··· Input records ···

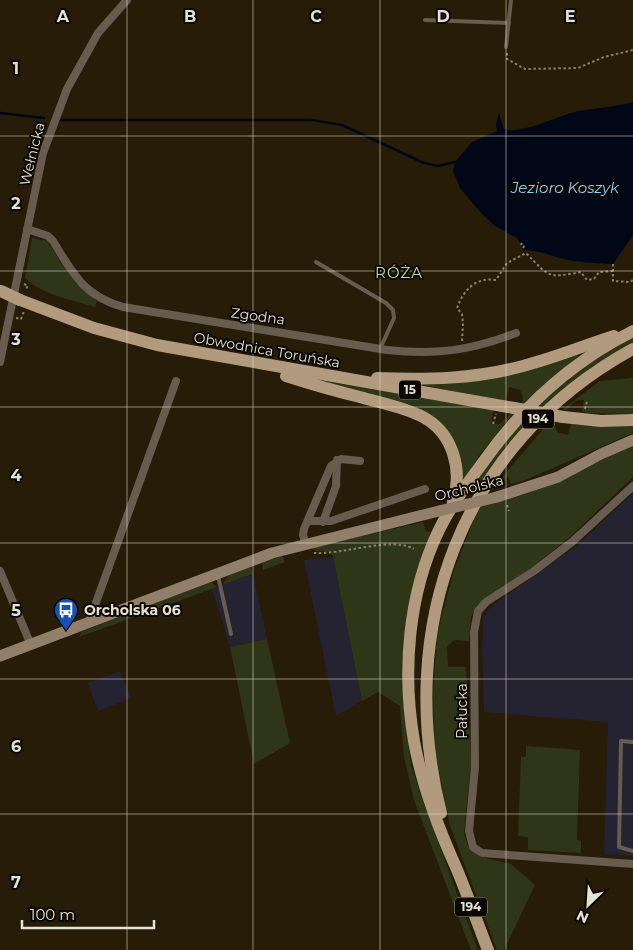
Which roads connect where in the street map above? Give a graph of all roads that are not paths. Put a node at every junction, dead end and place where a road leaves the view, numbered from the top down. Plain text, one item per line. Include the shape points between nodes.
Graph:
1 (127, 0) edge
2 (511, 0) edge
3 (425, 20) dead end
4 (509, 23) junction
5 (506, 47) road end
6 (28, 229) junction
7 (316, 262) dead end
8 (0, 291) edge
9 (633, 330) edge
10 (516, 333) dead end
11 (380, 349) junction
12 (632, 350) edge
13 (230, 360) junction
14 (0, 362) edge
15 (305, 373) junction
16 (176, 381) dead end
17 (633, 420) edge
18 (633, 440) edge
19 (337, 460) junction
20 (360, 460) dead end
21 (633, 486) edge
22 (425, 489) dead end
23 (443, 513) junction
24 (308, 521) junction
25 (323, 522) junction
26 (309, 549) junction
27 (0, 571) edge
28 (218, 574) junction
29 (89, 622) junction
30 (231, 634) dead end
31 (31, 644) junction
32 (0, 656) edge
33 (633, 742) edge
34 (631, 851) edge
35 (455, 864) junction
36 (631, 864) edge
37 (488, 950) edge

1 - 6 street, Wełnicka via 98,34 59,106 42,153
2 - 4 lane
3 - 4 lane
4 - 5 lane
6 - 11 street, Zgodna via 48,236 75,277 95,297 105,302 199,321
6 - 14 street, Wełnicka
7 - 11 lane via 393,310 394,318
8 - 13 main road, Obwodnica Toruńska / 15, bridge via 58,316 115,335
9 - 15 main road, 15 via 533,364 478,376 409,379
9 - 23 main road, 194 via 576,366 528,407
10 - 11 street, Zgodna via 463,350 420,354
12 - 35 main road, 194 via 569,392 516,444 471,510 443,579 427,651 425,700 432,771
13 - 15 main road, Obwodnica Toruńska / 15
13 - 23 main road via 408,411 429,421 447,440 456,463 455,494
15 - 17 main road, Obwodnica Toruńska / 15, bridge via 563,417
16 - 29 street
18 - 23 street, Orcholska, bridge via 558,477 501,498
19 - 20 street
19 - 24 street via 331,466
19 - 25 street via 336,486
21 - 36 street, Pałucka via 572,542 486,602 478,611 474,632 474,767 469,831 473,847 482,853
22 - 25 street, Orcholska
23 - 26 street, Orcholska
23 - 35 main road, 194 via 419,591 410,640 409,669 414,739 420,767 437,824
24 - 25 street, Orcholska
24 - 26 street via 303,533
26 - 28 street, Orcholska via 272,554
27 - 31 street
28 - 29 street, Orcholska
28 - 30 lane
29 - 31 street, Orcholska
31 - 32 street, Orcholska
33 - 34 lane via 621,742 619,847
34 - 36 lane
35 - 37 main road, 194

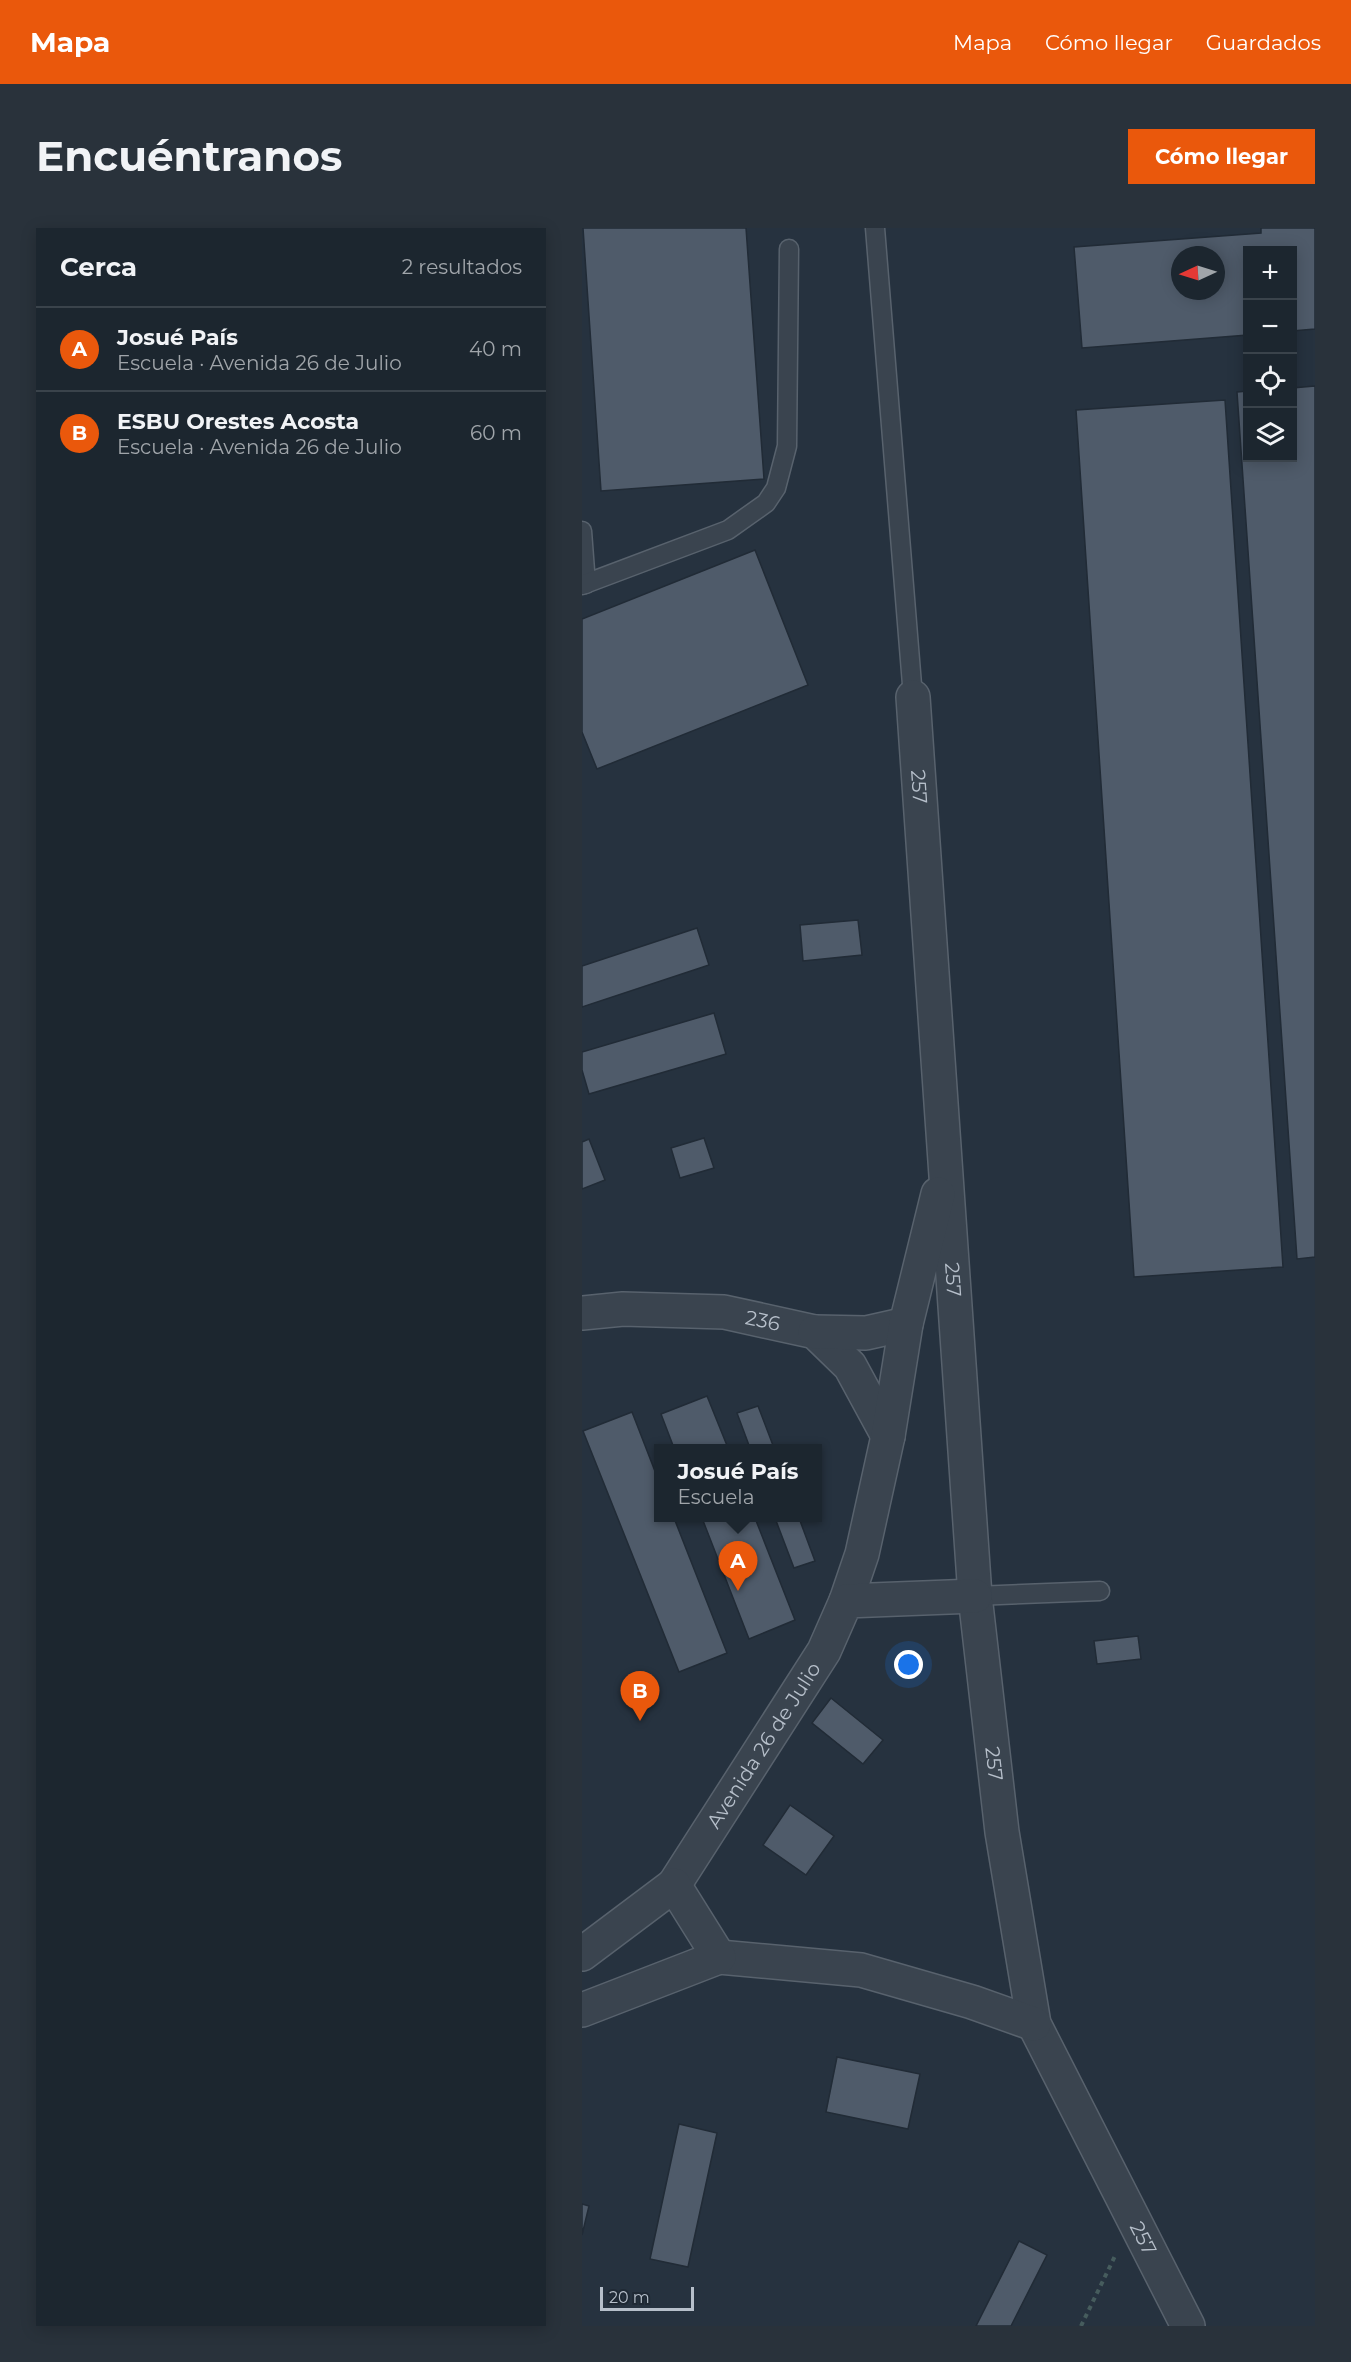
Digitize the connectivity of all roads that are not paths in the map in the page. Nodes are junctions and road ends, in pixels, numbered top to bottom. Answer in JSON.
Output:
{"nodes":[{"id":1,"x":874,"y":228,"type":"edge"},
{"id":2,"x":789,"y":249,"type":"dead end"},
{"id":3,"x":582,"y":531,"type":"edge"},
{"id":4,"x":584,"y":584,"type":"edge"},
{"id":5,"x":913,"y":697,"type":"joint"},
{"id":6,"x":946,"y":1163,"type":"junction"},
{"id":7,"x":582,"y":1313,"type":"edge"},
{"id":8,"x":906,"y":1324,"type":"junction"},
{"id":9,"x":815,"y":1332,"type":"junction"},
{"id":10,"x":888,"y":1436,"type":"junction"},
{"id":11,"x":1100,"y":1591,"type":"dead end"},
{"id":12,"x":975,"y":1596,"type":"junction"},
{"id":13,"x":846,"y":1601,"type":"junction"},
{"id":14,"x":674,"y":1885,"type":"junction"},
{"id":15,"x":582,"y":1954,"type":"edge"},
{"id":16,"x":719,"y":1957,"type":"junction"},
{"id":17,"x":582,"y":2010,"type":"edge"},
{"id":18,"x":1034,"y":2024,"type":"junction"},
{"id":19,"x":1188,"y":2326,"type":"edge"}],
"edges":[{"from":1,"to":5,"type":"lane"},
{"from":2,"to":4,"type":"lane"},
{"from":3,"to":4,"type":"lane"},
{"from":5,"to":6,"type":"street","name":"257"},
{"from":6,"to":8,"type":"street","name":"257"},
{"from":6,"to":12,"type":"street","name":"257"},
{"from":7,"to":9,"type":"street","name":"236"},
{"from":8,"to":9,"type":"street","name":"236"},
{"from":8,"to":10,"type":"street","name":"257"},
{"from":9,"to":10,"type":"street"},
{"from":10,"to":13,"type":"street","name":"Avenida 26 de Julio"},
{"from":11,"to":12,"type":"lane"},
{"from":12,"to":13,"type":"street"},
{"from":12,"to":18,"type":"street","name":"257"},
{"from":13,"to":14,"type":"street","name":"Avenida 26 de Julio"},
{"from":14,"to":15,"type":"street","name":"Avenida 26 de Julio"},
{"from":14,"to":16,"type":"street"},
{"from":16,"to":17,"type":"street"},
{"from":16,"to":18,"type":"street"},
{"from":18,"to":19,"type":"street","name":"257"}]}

···

Goal of the exercise
Could you repeat all of the data exactly, minus the pictures?

Answer to the problem
Which roads connect where in the street map above? Give a graph of all roads that are not paths. Put a node at every junction, dead end and place where a road leaves the view, numbered from the top down. Plain text, one item per line. Include the shape points between nodes.
Graph:
1 (127, 0) edge
2 (511, 0) edge
3 (425, 20) dead end
4 (509, 23) junction
5 (506, 47) road end
6 (28, 229) junction
7 (316, 262) dead end
8 (0, 291) edge
9 (633, 330) edge
10 (516, 333) dead end
11 (380, 349) junction
12 (632, 350) edge
13 (230, 360) junction
14 (0, 362) edge
15 (305, 373) junction
16 (176, 381) dead end
17 (633, 420) edge
18 (633, 440) edge
19 (337, 460) junction
20 (360, 460) dead end
21 (633, 486) edge
22 (425, 489) dead end
23 (443, 513) junction
24 (308, 521) junction
25 (323, 522) junction
26 (309, 549) junction
27 (0, 571) edge
28 (218, 574) junction
29 (89, 622) junction
30 (231, 634) dead end
31 (31, 644) junction
32 (0, 656) edge
33 (633, 742) edge
34 (631, 851) edge
35 (455, 864) junction
36 (631, 864) edge
37 (488, 950) edge

1 - 6 street, Wełnicka via 98,34 59,106 42,153
2 - 4 lane
3 - 4 lane
4 - 5 lane
6 - 11 street, Zgodna via 48,236 75,277 95,297 105,302 199,321
6 - 14 street, Wełnicka
7 - 11 lane via 393,310 394,318
8 - 13 main road, Obwodnica Toruńska / 15, bridge via 58,316 115,335
9 - 15 main road, 15 via 533,364 478,376 409,379
9 - 23 main road, 194 via 576,366 528,407
10 - 11 street, Zgodna via 463,350 420,354
12 - 35 main road, 194 via 569,392 516,444 471,510 443,579 427,651 425,700 432,771
13 - 15 main road, Obwodnica Toruńska / 15
13 - 23 main road via 408,411 429,421 447,440 456,463 455,494
15 - 17 main road, Obwodnica Toruńska / 15, bridge via 563,417
16 - 29 street
18 - 23 street, Orcholska, bridge via 558,477 501,498
19 - 20 street
19 - 24 street via 331,466
19 - 25 street via 336,486
21 - 36 street, Pałucka via 572,542 486,602 478,611 474,632 474,767 469,831 473,847 482,853
22 - 25 street, Orcholska
23 - 26 street, Orcholska
23 - 35 main road, 194 via 419,591 410,640 409,669 414,739 420,767 437,824
24 - 25 street, Orcholska
24 - 26 street via 303,533
26 - 28 street, Orcholska via 272,554
27 - 31 street
28 - 29 street, Orcholska
28 - 30 lane
29 - 31 street, Orcholska
31 - 32 street, Orcholska
33 - 34 lane via 621,742 619,847
34 - 36 lane
35 - 37 main road, 194

Digitize the connectivity of all roads that are not paths in the map in the page. Nodes are junctions and road ends, in pixels, numbered top to bottom. Answer in JSON.
Output:
{"nodes":[{"id":1,"x":874,"y":228,"type":"edge"},
{"id":2,"x":789,"y":249,"type":"dead end"},
{"id":3,"x":582,"y":531,"type":"edge"},
{"id":4,"x":584,"y":584,"type":"edge"},
{"id":5,"x":913,"y":697,"type":"joint"},
{"id":6,"x":946,"y":1163,"type":"junction"},
{"id":7,"x":582,"y":1313,"type":"edge"},
{"id":8,"x":906,"y":1324,"type":"junction"},
{"id":9,"x":815,"y":1332,"type":"junction"},
{"id":10,"x":888,"y":1436,"type":"junction"},
{"id":11,"x":1100,"y":1591,"type":"dead end"},
{"id":12,"x":975,"y":1596,"type":"junction"},
{"id":13,"x":846,"y":1601,"type":"junction"},
{"id":14,"x":674,"y":1885,"type":"junction"},
{"id":15,"x":582,"y":1954,"type":"edge"},
{"id":16,"x":719,"y":1957,"type":"junction"},
{"id":17,"x":582,"y":2010,"type":"edge"},
{"id":18,"x":1034,"y":2024,"type":"junction"},
{"id":19,"x":1188,"y":2326,"type":"edge"}],
"edges":[{"from":1,"to":5,"type":"lane"},
{"from":2,"to":4,"type":"lane"},
{"from":3,"to":4,"type":"lane"},
{"from":5,"to":6,"type":"street","name":"257"},
{"from":6,"to":8,"type":"street","name":"257"},
{"from":6,"to":12,"type":"street","name":"257"},
{"from":7,"to":9,"type":"street","name":"236"},
{"from":8,"to":9,"type":"street","name":"236"},
{"from":8,"to":10,"type":"street","name":"257"},
{"from":9,"to":10,"type":"street"},
{"from":10,"to":13,"type":"street","name":"Avenida 26 de Julio"},
{"from":11,"to":12,"type":"lane"},
{"from":12,"to":13,"type":"street"},
{"from":12,"to":18,"type":"street","name":"257"},
{"from":13,"to":14,"type":"street","name":"Avenida 26 de Julio"},
{"from":14,"to":15,"type":"street","name":"Avenida 26 de Julio"},
{"from":14,"to":16,"type":"street"},
{"from":16,"to":17,"type":"street"},
{"from":16,"to":18,"type":"street"},
{"from":18,"to":19,"type":"street","name":"257"}]}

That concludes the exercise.